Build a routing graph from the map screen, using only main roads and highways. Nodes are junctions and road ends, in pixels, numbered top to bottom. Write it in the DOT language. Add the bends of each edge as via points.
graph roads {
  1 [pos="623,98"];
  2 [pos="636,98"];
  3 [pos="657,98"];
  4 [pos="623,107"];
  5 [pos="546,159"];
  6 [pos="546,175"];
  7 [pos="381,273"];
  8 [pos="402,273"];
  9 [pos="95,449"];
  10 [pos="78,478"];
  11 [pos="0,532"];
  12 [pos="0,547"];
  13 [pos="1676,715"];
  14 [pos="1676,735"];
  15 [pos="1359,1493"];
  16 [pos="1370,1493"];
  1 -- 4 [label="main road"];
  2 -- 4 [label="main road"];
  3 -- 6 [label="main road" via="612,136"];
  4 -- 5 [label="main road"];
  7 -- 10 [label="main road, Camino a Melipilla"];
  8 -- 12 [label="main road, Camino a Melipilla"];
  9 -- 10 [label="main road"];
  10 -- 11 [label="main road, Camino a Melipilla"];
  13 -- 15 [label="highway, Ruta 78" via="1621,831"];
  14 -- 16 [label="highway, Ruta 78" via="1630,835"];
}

━━━━━━━━━━

• **TASK TO CARRY OUT**: What is needed is an exact copy of all the records.

• **YOUR SOLUTION**:
Build a routing graph from the map screen, using only main roads and highways. Nodes are junctions and road ends, in pixels, numbered top to bottom. Write it in the DOT language. Add the bends of each edge as via points.
graph roads {
  1 [pos="623,98"];
  2 [pos="636,98"];
  3 [pos="657,98"];
  4 [pos="623,107"];
  5 [pos="546,159"];
  6 [pos="546,175"];
  7 [pos="381,273"];
  8 [pos="402,273"];
  9 [pos="95,449"];
  10 [pos="78,478"];
  11 [pos="0,532"];
  12 [pos="0,547"];
  13 [pos="1676,715"];
  14 [pos="1676,735"];
  15 [pos="1359,1493"];
  16 [pos="1370,1493"];
  1 -- 4 [label="main road"];
  2 -- 4 [label="main road"];
  3 -- 6 [label="main road" via="612,136"];
  4 -- 5 [label="main road"];
  7 -- 10 [label="main road, Camino a Melipilla"];
  8 -- 12 [label="main road, Camino a Melipilla"];
  9 -- 10 [label="main road"];
  10 -- 11 [label="main road, Camino a Melipilla"];
  13 -- 15 [label="highway, Ruta 78" via="1621,831"];
  14 -- 16 [label="highway, Ruta 78" via="1630,835"];
}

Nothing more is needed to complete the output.